## WHAT IS NEEDED
Set down the data that follows again, exactly as written.

Collected data
=====

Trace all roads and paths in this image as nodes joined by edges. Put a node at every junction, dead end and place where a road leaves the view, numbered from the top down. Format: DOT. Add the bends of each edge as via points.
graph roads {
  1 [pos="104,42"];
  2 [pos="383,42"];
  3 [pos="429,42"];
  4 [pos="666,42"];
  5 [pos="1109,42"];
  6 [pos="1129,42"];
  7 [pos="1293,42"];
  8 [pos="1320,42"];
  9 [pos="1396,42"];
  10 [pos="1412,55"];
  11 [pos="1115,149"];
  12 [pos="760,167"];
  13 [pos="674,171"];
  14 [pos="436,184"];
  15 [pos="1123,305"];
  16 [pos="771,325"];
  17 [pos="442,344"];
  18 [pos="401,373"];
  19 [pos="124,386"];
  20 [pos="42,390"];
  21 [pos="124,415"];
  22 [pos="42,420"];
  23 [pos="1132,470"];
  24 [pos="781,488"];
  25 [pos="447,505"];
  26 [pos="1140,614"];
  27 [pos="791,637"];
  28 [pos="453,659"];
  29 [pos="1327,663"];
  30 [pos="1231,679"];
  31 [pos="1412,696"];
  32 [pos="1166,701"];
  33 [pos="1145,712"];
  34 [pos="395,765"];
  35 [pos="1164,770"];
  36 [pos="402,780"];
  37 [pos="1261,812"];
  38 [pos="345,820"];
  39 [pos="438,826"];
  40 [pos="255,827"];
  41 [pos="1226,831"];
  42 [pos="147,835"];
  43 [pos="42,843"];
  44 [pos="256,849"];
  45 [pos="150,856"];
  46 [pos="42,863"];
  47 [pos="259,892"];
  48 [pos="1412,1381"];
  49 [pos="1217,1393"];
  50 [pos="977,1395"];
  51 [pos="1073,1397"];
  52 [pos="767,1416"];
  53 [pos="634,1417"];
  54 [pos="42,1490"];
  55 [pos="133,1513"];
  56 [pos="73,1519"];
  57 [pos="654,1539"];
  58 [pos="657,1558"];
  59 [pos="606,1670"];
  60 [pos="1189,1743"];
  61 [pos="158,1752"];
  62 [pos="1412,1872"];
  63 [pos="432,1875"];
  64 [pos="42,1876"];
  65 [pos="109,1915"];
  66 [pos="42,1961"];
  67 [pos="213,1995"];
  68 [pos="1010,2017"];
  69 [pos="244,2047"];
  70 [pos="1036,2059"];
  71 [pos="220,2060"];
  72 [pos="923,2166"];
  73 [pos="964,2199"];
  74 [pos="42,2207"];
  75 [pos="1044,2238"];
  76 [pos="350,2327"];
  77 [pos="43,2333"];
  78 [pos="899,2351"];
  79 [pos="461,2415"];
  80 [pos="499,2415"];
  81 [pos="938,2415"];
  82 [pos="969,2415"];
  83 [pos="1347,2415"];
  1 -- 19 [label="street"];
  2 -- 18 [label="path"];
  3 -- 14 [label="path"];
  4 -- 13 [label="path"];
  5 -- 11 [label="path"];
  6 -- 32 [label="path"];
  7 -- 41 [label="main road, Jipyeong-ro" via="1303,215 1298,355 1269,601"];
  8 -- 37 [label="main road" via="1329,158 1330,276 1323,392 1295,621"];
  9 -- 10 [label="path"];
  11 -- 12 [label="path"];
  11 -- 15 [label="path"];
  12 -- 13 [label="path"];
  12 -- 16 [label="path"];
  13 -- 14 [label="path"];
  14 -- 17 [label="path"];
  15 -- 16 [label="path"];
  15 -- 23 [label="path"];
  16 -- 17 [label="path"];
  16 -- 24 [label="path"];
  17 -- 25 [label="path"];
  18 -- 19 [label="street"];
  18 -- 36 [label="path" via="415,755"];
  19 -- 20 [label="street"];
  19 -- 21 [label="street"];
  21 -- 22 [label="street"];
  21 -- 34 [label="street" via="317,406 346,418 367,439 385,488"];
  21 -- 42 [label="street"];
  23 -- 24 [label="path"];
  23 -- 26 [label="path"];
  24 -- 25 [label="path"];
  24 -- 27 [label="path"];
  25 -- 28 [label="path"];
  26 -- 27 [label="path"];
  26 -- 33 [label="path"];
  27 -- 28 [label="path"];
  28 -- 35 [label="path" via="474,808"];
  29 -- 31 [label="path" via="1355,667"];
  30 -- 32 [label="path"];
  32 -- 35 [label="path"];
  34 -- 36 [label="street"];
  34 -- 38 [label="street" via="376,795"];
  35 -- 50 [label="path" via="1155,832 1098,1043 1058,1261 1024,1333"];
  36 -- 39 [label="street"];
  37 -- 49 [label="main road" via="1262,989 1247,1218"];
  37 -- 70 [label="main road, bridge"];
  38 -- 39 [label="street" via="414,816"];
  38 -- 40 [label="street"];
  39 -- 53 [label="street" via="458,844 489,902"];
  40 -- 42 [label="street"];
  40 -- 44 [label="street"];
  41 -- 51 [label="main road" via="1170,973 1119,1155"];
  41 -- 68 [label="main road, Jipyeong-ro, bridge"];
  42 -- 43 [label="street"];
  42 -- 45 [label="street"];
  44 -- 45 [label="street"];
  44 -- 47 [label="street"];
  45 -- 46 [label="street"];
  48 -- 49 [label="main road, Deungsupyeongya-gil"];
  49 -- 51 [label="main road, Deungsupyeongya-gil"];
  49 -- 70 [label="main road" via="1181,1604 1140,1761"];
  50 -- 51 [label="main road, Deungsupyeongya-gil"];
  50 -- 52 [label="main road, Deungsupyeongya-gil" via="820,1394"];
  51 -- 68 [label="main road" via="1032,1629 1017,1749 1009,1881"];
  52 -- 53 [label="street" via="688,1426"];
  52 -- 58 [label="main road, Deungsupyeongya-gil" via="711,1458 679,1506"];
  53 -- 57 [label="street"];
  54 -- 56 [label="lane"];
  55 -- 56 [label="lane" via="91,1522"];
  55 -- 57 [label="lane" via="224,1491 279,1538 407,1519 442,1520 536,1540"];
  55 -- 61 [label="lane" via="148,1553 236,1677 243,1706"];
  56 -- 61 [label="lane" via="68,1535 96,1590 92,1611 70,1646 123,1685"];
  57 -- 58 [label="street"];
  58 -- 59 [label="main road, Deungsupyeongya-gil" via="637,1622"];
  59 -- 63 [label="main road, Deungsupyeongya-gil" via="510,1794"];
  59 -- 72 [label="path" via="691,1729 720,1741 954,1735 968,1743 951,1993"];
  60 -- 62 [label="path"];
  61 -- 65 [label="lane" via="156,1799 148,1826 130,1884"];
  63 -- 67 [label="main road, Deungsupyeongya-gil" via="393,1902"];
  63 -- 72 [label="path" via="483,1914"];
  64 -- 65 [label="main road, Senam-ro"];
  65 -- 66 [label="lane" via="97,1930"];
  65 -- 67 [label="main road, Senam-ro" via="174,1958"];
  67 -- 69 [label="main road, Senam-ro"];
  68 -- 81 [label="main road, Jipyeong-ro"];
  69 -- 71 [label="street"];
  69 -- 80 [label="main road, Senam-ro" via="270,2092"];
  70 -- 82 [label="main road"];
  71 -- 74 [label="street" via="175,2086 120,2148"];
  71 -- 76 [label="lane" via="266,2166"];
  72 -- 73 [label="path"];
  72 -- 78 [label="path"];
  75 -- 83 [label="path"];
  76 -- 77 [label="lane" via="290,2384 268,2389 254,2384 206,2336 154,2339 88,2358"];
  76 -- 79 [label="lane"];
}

=====

## OUTPUT FOR THIS EXERCISE
Trace all roads and paths in this image as nodes joined by edges. Put a node at every junction, dead end and place where a road leaves the view, numbered from the top down. Format: DOT. Add the bends of each edge as via points.
graph roads {
  1 [pos="104,42"];
  2 [pos="383,42"];
  3 [pos="429,42"];
  4 [pos="666,42"];
  5 [pos="1109,42"];
  6 [pos="1129,42"];
  7 [pos="1293,42"];
  8 [pos="1320,42"];
  9 [pos="1396,42"];
  10 [pos="1412,55"];
  11 [pos="1115,149"];
  12 [pos="760,167"];
  13 [pos="674,171"];
  14 [pos="436,184"];
  15 [pos="1123,305"];
  16 [pos="771,325"];
  17 [pos="442,344"];
  18 [pos="401,373"];
  19 [pos="124,386"];
  20 [pos="42,390"];
  21 [pos="124,415"];
  22 [pos="42,420"];
  23 [pos="1132,470"];
  24 [pos="781,488"];
  25 [pos="447,505"];
  26 [pos="1140,614"];
  27 [pos="791,637"];
  28 [pos="453,659"];
  29 [pos="1327,663"];
  30 [pos="1231,679"];
  31 [pos="1412,696"];
  32 [pos="1166,701"];
  33 [pos="1145,712"];
  34 [pos="395,765"];
  35 [pos="1164,770"];
  36 [pos="402,780"];
  37 [pos="1261,812"];
  38 [pos="345,820"];
  39 [pos="438,826"];
  40 [pos="255,827"];
  41 [pos="1226,831"];
  42 [pos="147,835"];
  43 [pos="42,843"];
  44 [pos="256,849"];
  45 [pos="150,856"];
  46 [pos="42,863"];
  47 [pos="259,892"];
  48 [pos="1412,1381"];
  49 [pos="1217,1393"];
  50 [pos="977,1395"];
  51 [pos="1073,1397"];
  52 [pos="767,1416"];
  53 [pos="634,1417"];
  54 [pos="42,1490"];
  55 [pos="133,1513"];
  56 [pos="73,1519"];
  57 [pos="654,1539"];
  58 [pos="657,1558"];
  59 [pos="606,1670"];
  60 [pos="1189,1743"];
  61 [pos="158,1752"];
  62 [pos="1412,1872"];
  63 [pos="432,1875"];
  64 [pos="42,1876"];
  65 [pos="109,1915"];
  66 [pos="42,1961"];
  67 [pos="213,1995"];
  68 [pos="1010,2017"];
  69 [pos="244,2047"];
  70 [pos="1036,2059"];
  71 [pos="220,2060"];
  72 [pos="923,2166"];
  73 [pos="964,2199"];
  74 [pos="42,2207"];
  75 [pos="1044,2238"];
  76 [pos="350,2327"];
  77 [pos="43,2333"];
  78 [pos="899,2351"];
  79 [pos="461,2415"];
  80 [pos="499,2415"];
  81 [pos="938,2415"];
  82 [pos="969,2415"];
  83 [pos="1347,2415"];
  1 -- 19 [label="street"];
  2 -- 18 [label="path"];
  3 -- 14 [label="path"];
  4 -- 13 [label="path"];
  5 -- 11 [label="path"];
  6 -- 32 [label="path"];
  7 -- 41 [label="main road, Jipyeong-ro" via="1303,215 1298,355 1269,601"];
  8 -- 37 [label="main road" via="1329,158 1330,276 1323,392 1295,621"];
  9 -- 10 [label="path"];
  11 -- 12 [label="path"];
  11 -- 15 [label="path"];
  12 -- 13 [label="path"];
  12 -- 16 [label="path"];
  13 -- 14 [label="path"];
  14 -- 17 [label="path"];
  15 -- 16 [label="path"];
  15 -- 23 [label="path"];
  16 -- 17 [label="path"];
  16 -- 24 [label="path"];
  17 -- 25 [label="path"];
  18 -- 19 [label="street"];
  18 -- 36 [label="path" via="415,755"];
  19 -- 20 [label="street"];
  19 -- 21 [label="street"];
  21 -- 22 [label="street"];
  21 -- 34 [label="street" via="317,406 346,418 367,439 385,488"];
  21 -- 42 [label="street"];
  23 -- 24 [label="path"];
  23 -- 26 [label="path"];
  24 -- 25 [label="path"];
  24 -- 27 [label="path"];
  25 -- 28 [label="path"];
  26 -- 27 [label="path"];
  26 -- 33 [label="path"];
  27 -- 28 [label="path"];
  28 -- 35 [label="path" via="474,808"];
  29 -- 31 [label="path" via="1355,667"];
  30 -- 32 [label="path"];
  32 -- 35 [label="path"];
  34 -- 36 [label="street"];
  34 -- 38 [label="street" via="376,795"];
  35 -- 50 [label="path" via="1155,832 1098,1043 1058,1261 1024,1333"];
  36 -- 39 [label="street"];
  37 -- 49 [label="main road" via="1262,989 1247,1218"];
  37 -- 70 [label="main road, bridge"];
  38 -- 39 [label="street" via="414,816"];
  38 -- 40 [label="street"];
  39 -- 53 [label="street" via="458,844 489,902"];
  40 -- 42 [label="street"];
  40 -- 44 [label="street"];
  41 -- 51 [label="main road" via="1170,973 1119,1155"];
  41 -- 68 [label="main road, Jipyeong-ro, bridge"];
  42 -- 43 [label="street"];
  42 -- 45 [label="street"];
  44 -- 45 [label="street"];
  44 -- 47 [label="street"];
  45 -- 46 [label="street"];
  48 -- 49 [label="main road, Deungsupyeongya-gil"];
  49 -- 51 [label="main road, Deungsupyeongya-gil"];
  49 -- 70 [label="main road" via="1181,1604 1140,1761"];
  50 -- 51 [label="main road, Deungsupyeongya-gil"];
  50 -- 52 [label="main road, Deungsupyeongya-gil" via="820,1394"];
  51 -- 68 [label="main road" via="1032,1629 1017,1749 1009,1881"];
  52 -- 53 [label="street" via="688,1426"];
  52 -- 58 [label="main road, Deungsupyeongya-gil" via="711,1458 679,1506"];
  53 -- 57 [label="street"];
  54 -- 56 [label="lane"];
  55 -- 56 [label="lane" via="91,1522"];
  55 -- 57 [label="lane" via="224,1491 279,1538 407,1519 442,1520 536,1540"];
  55 -- 61 [label="lane" via="148,1553 236,1677 243,1706"];
  56 -- 61 [label="lane" via="68,1535 96,1590 92,1611 70,1646 123,1685"];
  57 -- 58 [label="street"];
  58 -- 59 [label="main road, Deungsupyeongya-gil" via="637,1622"];
  59 -- 63 [label="main road, Deungsupyeongya-gil" via="510,1794"];
  59 -- 72 [label="path" via="691,1729 720,1741 954,1735 968,1743 951,1993"];
  60 -- 62 [label="path"];
  61 -- 65 [label="lane" via="156,1799 148,1826 130,1884"];
  63 -- 67 [label="main road, Deungsupyeongya-gil" via="393,1902"];
  63 -- 72 [label="path" via="483,1914"];
  64 -- 65 [label="main road, Senam-ro"];
  65 -- 66 [label="lane" via="97,1930"];
  65 -- 67 [label="main road, Senam-ro" via="174,1958"];
  67 -- 69 [label="main road, Senam-ro"];
  68 -- 81 [label="main road, Jipyeong-ro"];
  69 -- 71 [label="street"];
  69 -- 80 [label="main road, Senam-ro" via="270,2092"];
  70 -- 82 [label="main road"];
  71 -- 74 [label="street" via="175,2086 120,2148"];
  71 -- 76 [label="lane" via="266,2166"];
  72 -- 73 [label="path"];
  72 -- 78 [label="path"];
  75 -- 83 [label="path"];
  76 -- 77 [label="lane" via="290,2384 268,2389 254,2384 206,2336 154,2339 88,2358"];
  76 -- 79 [label="lane"];
}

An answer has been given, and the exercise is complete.